What needs to be done :: Reproduce only the top of the records, down to and including the line containing "Build a routing".

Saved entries
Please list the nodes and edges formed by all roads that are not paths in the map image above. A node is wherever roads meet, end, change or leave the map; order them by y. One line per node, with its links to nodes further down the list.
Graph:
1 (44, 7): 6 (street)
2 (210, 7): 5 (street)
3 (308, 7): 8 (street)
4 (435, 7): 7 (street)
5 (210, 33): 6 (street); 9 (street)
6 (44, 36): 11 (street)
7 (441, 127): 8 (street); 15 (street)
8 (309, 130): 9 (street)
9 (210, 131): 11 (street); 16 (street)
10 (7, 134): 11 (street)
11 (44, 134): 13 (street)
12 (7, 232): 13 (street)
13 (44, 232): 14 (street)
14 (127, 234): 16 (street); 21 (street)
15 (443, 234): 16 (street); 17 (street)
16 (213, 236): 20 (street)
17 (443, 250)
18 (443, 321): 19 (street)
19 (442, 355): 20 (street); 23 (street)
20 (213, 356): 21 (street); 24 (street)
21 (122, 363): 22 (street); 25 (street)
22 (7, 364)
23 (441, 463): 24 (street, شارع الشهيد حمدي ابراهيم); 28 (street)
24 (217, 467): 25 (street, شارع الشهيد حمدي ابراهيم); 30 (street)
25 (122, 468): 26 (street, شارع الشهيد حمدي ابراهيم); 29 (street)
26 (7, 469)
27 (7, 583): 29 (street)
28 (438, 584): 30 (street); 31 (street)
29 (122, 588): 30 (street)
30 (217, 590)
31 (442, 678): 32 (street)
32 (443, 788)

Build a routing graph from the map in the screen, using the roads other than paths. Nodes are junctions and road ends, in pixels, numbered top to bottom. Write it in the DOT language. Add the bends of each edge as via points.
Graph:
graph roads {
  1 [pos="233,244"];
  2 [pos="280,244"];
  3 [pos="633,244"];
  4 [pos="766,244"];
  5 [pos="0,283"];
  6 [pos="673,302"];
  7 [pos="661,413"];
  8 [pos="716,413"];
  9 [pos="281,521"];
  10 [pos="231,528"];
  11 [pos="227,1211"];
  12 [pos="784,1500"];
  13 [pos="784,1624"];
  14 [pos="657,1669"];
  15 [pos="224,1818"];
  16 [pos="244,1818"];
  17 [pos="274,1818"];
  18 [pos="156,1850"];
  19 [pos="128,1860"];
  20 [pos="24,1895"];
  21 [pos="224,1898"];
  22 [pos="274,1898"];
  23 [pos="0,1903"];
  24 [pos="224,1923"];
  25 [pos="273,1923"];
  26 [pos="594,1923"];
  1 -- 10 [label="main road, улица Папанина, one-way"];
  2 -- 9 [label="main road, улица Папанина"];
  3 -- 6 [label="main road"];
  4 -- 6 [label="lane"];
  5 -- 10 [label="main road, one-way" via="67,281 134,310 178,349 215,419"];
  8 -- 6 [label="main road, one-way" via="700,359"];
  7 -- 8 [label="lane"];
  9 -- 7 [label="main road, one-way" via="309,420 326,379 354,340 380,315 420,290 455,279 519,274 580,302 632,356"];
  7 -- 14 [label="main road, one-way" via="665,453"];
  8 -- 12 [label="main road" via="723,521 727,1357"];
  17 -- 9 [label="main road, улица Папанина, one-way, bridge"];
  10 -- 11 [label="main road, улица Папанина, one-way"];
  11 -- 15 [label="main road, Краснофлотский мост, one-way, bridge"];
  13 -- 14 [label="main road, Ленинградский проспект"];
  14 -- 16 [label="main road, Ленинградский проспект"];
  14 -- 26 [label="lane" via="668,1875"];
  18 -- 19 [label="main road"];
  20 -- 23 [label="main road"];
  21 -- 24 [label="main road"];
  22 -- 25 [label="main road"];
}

Response box ::
Please list the nodes and edges formed by all roads that are not paths in the map image above. A node is wherever roads meet, end, change or leave the map; order them by y. One line per node, with its links to nodes further down the list.
Graph:
1 (44, 7): 6 (street)
2 (210, 7): 5 (street)
3 (308, 7): 8 (street)
4 (435, 7): 7 (street)
5 (210, 33): 6 (street); 9 (street)
6 (44, 36): 11 (street)
7 (441, 127): 8 (street); 15 (street)
8 (309, 130): 9 (street)
9 (210, 131): 11 (street); 16 (street)
10 (7, 134): 11 (street)
11 (44, 134): 13 (street)
12 (7, 232): 13 (street)
13 (44, 232): 14 (street)
14 (127, 234): 16 (street); 21 (street)
15 (443, 234): 16 (street); 17 (street)
16 (213, 236): 20 (street)
17 (443, 250)
18 (443, 321): 19 (street)
19 (442, 355): 20 (street); 23 (street)
20 (213, 356): 21 (street); 24 (street)
21 (122, 363): 22 (street); 25 (street)
22 (7, 364)
23 (441, 463): 24 (street, شارع الشهيد حمدي ابراهيم); 28 (street)
24 (217, 467): 25 (street, شارع الشهيد حمدي ابراهيم); 30 (street)
25 (122, 468): 26 (street, شارع الشهيد حمدي ابراهيم); 29 (street)
26 (7, 469)
27 (7, 583): 29 (street)
28 (438, 584): 30 (street); 31 (street)
29 (122, 588): 30 (street)
30 (217, 590)
31 (442, 678): 32 (street)
32 (443, 788)

Build a routing graph from the map in the screen, using the roads other than paths. Nodes are junctions and road ends, in pixels, numbered top to bottom. Write it in the DOT language. Add the bends of each edge as via points.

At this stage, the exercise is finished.